### Data records
'''

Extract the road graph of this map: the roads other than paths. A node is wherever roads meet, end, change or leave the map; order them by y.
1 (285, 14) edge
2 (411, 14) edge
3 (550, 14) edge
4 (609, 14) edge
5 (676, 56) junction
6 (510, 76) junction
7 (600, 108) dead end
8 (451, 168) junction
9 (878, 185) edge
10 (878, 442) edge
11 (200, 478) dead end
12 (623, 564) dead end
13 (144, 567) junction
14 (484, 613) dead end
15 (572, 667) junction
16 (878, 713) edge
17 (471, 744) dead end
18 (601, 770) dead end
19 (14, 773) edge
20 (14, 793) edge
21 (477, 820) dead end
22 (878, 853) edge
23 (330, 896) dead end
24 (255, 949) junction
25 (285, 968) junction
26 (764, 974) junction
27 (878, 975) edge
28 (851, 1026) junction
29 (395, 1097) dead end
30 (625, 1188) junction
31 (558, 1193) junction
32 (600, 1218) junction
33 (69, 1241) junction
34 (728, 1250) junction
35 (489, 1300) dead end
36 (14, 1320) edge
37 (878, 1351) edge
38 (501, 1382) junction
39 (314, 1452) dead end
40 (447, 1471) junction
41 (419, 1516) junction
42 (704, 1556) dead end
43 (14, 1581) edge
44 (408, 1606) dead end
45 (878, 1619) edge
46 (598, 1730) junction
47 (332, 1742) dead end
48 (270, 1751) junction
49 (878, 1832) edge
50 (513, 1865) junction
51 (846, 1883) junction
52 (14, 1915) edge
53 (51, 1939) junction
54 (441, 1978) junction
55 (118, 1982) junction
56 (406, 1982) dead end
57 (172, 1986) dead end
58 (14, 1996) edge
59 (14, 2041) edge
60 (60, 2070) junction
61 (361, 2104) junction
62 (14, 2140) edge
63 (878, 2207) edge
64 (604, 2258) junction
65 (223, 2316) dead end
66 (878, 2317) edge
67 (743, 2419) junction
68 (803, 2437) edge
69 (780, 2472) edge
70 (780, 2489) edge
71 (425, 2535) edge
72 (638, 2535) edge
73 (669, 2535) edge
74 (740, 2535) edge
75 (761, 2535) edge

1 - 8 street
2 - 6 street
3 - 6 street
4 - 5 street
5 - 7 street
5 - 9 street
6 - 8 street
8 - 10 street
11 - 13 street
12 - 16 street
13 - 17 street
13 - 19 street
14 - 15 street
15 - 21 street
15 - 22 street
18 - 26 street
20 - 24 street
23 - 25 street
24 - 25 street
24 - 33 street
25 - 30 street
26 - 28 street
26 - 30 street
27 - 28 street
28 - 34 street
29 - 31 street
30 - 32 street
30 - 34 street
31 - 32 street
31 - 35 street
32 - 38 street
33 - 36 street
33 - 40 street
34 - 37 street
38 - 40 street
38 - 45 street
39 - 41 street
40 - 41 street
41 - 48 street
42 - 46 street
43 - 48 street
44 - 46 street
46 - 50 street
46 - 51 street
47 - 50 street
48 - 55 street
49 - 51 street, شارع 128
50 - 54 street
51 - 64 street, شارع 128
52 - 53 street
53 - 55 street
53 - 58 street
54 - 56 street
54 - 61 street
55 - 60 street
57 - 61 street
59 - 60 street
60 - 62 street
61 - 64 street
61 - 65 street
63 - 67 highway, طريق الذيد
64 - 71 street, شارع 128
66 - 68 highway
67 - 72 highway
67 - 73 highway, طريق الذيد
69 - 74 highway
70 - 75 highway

'''

### Exercise instructions
Repeat the whole listing word for word.

### Problem solution
Extract the road graph of this map: the roads other than paths. A node is wherever roads meet, end, change or leave the map; order them by y.
1 (285, 14) edge
2 (411, 14) edge
3 (550, 14) edge
4 (609, 14) edge
5 (676, 56) junction
6 (510, 76) junction
7 (600, 108) dead end
8 (451, 168) junction
9 (878, 185) edge
10 (878, 442) edge
11 (200, 478) dead end
12 (623, 564) dead end
13 (144, 567) junction
14 (484, 613) dead end
15 (572, 667) junction
16 (878, 713) edge
17 (471, 744) dead end
18 (601, 770) dead end
19 (14, 773) edge
20 (14, 793) edge
21 (477, 820) dead end
22 (878, 853) edge
23 (330, 896) dead end
24 (255, 949) junction
25 (285, 968) junction
26 (764, 974) junction
27 (878, 975) edge
28 (851, 1026) junction
29 (395, 1097) dead end
30 (625, 1188) junction
31 (558, 1193) junction
32 (600, 1218) junction
33 (69, 1241) junction
34 (728, 1250) junction
35 (489, 1300) dead end
36 (14, 1320) edge
37 (878, 1351) edge
38 (501, 1382) junction
39 (314, 1452) dead end
40 (447, 1471) junction
41 (419, 1516) junction
42 (704, 1556) dead end
43 (14, 1581) edge
44 (408, 1606) dead end
45 (878, 1619) edge
46 (598, 1730) junction
47 (332, 1742) dead end
48 (270, 1751) junction
49 (878, 1832) edge
50 (513, 1865) junction
51 (846, 1883) junction
52 (14, 1915) edge
53 (51, 1939) junction
54 (441, 1978) junction
55 (118, 1982) junction
56 (406, 1982) dead end
57 (172, 1986) dead end
58 (14, 1996) edge
59 (14, 2041) edge
60 (60, 2070) junction
61 (361, 2104) junction
62 (14, 2140) edge
63 (878, 2207) edge
64 (604, 2258) junction
65 (223, 2316) dead end
66 (878, 2317) edge
67 (743, 2419) junction
68 (803, 2437) edge
69 (780, 2472) edge
70 (780, 2489) edge
71 (425, 2535) edge
72 (638, 2535) edge
73 (669, 2535) edge
74 (740, 2535) edge
75 (761, 2535) edge

1 - 8 street
2 - 6 street
3 - 6 street
4 - 5 street
5 - 7 street
5 - 9 street
6 - 8 street
8 - 10 street
11 - 13 street
12 - 16 street
13 - 17 street
13 - 19 street
14 - 15 street
15 - 21 street
15 - 22 street
18 - 26 street
20 - 24 street
23 - 25 street
24 - 25 street
24 - 33 street
25 - 30 street
26 - 28 street
26 - 30 street
27 - 28 street
28 - 34 street
29 - 31 street
30 - 32 street
30 - 34 street
31 - 32 street
31 - 35 street
32 - 38 street
33 - 36 street
33 - 40 street
34 - 37 street
38 - 40 street
38 - 45 street
39 - 41 street
40 - 41 street
41 - 48 street
42 - 46 street
43 - 48 street
44 - 46 street
46 - 50 street
46 - 51 street
47 - 50 street
48 - 55 street
49 - 51 street, شارع 128
50 - 54 street
51 - 64 street, شارع 128
52 - 53 street
53 - 55 street
53 - 58 street
54 - 56 street
54 - 61 street
55 - 60 street
57 - 61 street
59 - 60 street
60 - 62 street
61 - 64 street
61 - 65 street
63 - 67 highway, طريق الذيد
64 - 71 street, شارع 128
66 - 68 highway
67 - 72 highway
67 - 73 highway, طريق الذيد
69 - 74 highway
70 - 75 highway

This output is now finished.